YOUR ASSIGNMENT: Among the entries below, one stretch runs from the line that contains "Which roads connect" through the line that contains "Write the network". Repeat that stretch exactly, ends included, and only that.

GIVEN ENTRIES:
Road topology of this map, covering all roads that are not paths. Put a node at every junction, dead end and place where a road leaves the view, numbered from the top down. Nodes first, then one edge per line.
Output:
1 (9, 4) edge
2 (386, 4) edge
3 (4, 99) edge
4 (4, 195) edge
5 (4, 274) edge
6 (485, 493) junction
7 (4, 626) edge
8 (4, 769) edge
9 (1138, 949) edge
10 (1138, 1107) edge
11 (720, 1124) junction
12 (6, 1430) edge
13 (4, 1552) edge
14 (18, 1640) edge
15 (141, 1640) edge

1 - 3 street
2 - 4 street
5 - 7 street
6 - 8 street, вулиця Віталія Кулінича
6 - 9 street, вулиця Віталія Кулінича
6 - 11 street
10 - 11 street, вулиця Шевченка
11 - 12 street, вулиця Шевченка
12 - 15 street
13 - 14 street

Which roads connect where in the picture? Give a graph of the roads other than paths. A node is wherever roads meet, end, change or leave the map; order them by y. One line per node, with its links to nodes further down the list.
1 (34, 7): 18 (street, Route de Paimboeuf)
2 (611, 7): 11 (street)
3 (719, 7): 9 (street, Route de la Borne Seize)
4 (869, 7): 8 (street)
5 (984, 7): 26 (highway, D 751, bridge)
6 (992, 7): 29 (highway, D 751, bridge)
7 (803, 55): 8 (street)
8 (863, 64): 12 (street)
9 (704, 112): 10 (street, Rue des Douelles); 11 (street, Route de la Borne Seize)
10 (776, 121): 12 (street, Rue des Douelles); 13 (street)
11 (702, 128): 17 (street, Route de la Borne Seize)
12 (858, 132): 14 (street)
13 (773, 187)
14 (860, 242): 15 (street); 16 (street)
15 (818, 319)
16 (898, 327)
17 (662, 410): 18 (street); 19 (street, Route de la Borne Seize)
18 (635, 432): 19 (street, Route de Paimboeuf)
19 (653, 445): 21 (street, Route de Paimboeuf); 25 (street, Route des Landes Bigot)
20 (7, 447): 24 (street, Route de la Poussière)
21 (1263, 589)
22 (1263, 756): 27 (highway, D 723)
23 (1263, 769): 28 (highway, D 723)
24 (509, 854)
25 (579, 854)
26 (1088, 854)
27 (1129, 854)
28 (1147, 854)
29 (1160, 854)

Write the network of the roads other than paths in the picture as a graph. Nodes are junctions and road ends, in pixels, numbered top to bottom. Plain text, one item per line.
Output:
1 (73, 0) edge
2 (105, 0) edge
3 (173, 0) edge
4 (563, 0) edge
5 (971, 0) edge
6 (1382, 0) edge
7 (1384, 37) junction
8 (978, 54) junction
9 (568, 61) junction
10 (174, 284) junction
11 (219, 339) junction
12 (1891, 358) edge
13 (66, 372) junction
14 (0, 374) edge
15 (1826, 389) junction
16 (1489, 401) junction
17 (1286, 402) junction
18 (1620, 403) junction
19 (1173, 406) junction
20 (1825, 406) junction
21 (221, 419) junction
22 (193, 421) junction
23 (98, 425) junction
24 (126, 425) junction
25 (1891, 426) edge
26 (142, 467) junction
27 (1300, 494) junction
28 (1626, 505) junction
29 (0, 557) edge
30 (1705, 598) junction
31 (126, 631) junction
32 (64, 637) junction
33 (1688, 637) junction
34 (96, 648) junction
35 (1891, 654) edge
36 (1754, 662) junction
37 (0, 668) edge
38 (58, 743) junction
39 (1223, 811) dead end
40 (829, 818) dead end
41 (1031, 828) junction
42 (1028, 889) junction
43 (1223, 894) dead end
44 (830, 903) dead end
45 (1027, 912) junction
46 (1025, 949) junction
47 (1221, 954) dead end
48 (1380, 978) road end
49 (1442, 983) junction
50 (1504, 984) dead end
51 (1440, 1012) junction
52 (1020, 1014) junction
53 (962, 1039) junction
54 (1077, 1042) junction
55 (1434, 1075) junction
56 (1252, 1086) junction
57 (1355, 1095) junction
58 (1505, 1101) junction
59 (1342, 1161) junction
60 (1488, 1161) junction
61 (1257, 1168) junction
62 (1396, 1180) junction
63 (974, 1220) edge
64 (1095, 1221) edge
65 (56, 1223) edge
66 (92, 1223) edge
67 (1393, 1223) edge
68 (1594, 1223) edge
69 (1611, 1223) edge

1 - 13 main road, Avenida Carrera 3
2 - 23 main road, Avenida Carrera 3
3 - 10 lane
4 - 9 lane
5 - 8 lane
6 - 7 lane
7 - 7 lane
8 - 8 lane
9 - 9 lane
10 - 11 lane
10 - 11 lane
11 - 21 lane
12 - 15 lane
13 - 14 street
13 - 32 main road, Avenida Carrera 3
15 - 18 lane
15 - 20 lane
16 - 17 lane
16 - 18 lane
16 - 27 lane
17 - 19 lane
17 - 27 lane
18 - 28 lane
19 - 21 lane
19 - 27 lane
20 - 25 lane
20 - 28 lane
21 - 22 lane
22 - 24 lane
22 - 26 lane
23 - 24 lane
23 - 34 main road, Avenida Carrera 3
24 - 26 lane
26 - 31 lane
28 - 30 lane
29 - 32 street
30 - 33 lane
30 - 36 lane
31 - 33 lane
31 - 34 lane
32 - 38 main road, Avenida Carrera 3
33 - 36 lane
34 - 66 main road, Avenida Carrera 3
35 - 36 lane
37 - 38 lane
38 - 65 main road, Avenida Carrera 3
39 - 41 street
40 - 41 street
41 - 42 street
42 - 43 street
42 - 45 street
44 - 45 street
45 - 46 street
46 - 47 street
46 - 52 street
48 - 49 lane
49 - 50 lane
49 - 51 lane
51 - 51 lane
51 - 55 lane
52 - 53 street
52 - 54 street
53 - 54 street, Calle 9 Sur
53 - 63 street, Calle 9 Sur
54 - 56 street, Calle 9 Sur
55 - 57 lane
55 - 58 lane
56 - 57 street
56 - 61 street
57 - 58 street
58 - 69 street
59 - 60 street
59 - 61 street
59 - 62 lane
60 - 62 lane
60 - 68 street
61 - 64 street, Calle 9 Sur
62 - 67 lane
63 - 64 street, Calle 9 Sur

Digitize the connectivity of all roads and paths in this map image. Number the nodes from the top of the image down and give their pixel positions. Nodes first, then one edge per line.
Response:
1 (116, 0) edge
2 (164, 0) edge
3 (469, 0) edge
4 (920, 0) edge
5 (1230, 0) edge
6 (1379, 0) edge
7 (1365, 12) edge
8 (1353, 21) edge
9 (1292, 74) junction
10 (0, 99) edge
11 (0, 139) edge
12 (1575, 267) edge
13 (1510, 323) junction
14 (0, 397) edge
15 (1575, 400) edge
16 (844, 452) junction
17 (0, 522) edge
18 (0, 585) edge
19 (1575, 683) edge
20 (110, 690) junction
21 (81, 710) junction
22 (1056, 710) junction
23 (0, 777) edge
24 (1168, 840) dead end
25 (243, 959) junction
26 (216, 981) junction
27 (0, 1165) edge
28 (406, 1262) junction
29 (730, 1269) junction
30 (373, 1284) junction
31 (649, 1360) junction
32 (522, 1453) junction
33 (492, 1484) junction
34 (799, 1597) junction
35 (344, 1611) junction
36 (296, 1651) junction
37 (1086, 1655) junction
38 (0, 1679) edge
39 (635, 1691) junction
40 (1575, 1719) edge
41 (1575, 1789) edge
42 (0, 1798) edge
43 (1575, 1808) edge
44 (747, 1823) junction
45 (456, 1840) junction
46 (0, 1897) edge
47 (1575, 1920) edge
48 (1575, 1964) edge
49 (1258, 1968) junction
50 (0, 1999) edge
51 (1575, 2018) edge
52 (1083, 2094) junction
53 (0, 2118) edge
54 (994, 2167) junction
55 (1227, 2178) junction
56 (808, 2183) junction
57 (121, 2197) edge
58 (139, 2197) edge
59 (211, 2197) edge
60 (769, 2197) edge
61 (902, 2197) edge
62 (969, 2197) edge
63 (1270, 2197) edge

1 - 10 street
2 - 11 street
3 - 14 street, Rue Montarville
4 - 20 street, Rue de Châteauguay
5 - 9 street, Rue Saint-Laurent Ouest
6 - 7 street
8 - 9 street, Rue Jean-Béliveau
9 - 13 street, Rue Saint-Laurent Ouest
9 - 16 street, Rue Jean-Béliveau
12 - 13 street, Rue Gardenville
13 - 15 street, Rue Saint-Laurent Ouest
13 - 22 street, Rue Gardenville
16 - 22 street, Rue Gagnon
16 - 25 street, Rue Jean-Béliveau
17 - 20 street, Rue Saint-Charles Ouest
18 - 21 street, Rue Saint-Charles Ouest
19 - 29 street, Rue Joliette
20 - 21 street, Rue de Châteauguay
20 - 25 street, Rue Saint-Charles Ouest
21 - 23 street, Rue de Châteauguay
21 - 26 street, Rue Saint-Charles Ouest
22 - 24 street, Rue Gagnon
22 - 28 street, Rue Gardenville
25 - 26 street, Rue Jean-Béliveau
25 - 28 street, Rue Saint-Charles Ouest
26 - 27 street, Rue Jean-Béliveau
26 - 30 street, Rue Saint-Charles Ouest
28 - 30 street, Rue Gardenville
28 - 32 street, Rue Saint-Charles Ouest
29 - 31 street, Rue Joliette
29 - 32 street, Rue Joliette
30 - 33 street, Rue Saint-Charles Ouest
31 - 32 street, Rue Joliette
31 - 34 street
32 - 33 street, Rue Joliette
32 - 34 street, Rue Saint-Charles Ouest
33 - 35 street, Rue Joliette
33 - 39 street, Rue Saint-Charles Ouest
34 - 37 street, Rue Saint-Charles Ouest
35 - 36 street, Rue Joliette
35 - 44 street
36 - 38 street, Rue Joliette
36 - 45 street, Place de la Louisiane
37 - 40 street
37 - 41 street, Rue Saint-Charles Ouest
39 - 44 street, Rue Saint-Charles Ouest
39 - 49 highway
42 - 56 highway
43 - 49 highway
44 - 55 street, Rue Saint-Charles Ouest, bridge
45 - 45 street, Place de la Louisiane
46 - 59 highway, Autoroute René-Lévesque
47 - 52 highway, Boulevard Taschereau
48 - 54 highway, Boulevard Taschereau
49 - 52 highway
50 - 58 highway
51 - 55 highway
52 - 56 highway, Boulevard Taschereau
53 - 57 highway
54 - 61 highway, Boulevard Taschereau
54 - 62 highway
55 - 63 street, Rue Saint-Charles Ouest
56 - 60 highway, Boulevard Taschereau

EXERCISE ANSWER:
Which roads connect where in the picture? Give a graph of the roads other than paths. A node is wherever roads meet, end, change or leave the map; order them by y. One line per node, with its links to nodes further down the list.
1 (34, 7): 18 (street, Route de Paimboeuf)
2 (611, 7): 11 (street)
3 (719, 7): 9 (street, Route de la Borne Seize)
4 (869, 7): 8 (street)
5 (984, 7): 26 (highway, D 751, bridge)
6 (992, 7): 29 (highway, D 751, bridge)
7 (803, 55): 8 (street)
8 (863, 64): 12 (street)
9 (704, 112): 10 (street, Rue des Douelles); 11 (street, Route de la Borne Seize)
10 (776, 121): 12 (street, Rue des Douelles); 13 (street)
11 (702, 128): 17 (street, Route de la Borne Seize)
12 (858, 132): 14 (street)
13 (773, 187)
14 (860, 242): 15 (street); 16 (street)
15 (818, 319)
16 (898, 327)
17 (662, 410): 18 (street); 19 (street, Route de la Borne Seize)
18 (635, 432): 19 (street, Route de Paimboeuf)
19 (653, 445): 21 (street, Route de Paimboeuf); 25 (street, Route des Landes Bigot)
20 (7, 447): 24 (street, Route de la Poussière)
21 (1263, 589)
22 (1263, 756): 27 (highway, D 723)
23 (1263, 769): 28 (highway, D 723)
24 (509, 854)
25 (579, 854)
26 (1088, 854)
27 (1129, 854)
28 (1147, 854)
29 (1160, 854)

Write the network of the roads other than paths in the picture as a graph. Nodes are junctions and road ends, in pixels, numbered top to bottom. Plain text, one item per line.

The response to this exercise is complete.